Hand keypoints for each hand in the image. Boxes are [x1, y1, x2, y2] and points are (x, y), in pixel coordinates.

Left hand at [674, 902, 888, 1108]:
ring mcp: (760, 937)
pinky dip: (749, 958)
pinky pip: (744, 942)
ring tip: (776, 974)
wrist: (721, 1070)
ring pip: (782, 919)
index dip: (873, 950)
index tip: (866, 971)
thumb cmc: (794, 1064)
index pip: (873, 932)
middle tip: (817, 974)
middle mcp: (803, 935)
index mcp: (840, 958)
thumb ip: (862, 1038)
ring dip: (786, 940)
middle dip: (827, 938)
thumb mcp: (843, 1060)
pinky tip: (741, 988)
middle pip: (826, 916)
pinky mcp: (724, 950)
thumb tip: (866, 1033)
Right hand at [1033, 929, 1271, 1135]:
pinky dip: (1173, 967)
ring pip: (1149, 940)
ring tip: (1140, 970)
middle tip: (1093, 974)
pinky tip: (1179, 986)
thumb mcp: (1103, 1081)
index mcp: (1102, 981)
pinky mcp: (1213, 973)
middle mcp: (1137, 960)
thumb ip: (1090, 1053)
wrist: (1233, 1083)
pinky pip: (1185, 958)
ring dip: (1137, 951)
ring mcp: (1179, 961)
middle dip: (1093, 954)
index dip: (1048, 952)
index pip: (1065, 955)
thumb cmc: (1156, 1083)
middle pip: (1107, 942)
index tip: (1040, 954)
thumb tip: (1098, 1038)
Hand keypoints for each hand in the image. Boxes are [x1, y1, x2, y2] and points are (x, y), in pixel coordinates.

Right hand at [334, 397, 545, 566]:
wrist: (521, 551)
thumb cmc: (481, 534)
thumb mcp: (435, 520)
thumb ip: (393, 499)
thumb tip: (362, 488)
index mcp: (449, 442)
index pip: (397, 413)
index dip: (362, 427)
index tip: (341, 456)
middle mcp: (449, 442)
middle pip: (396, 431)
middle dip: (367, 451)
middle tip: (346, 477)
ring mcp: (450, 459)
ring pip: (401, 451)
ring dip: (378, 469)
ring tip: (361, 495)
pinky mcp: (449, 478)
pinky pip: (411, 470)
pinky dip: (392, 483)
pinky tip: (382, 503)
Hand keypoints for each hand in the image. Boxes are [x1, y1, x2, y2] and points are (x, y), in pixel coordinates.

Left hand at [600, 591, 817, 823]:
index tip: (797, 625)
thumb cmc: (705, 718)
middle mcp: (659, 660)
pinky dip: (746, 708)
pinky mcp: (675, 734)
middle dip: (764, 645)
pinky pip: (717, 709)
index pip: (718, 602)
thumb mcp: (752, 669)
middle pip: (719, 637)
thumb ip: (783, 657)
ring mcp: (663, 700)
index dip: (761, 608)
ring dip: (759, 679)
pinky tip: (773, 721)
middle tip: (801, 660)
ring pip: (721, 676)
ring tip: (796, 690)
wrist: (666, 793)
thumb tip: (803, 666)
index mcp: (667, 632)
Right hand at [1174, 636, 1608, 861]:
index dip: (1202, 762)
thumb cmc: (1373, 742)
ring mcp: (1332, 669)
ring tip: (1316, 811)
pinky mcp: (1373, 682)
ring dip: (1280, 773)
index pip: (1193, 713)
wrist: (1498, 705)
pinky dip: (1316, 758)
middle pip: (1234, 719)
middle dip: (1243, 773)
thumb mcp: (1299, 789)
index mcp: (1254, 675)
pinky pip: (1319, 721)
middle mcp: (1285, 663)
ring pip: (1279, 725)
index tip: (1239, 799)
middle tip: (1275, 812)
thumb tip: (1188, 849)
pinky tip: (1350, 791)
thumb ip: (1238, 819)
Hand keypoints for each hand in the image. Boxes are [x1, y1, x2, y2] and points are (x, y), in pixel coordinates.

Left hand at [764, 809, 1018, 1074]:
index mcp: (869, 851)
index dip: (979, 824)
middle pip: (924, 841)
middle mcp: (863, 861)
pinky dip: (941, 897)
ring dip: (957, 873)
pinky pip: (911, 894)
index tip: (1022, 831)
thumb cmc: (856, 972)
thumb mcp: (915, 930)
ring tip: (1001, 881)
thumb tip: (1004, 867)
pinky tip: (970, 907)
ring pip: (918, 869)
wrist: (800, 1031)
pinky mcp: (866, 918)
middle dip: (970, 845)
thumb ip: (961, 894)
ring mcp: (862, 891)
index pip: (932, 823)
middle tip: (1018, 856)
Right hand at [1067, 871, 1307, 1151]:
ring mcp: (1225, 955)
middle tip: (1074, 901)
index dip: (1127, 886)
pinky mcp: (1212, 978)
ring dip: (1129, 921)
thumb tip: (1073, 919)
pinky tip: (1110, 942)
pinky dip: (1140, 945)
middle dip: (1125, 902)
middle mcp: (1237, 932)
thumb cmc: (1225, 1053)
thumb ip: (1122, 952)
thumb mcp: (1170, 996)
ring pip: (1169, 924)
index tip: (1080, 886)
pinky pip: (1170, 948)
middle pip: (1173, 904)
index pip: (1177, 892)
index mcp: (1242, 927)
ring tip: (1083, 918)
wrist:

WHAT IS REQUIRED
Each line above with the string "Right" should be reported in full.

TASK RESPONSE
Right hand at [1033, 929, 1271, 1135]:
Right hand at [334, 397, 545, 566]:
Right hand at [1174, 636, 1608, 861]:
Right hand at [1067, 871, 1307, 1151]:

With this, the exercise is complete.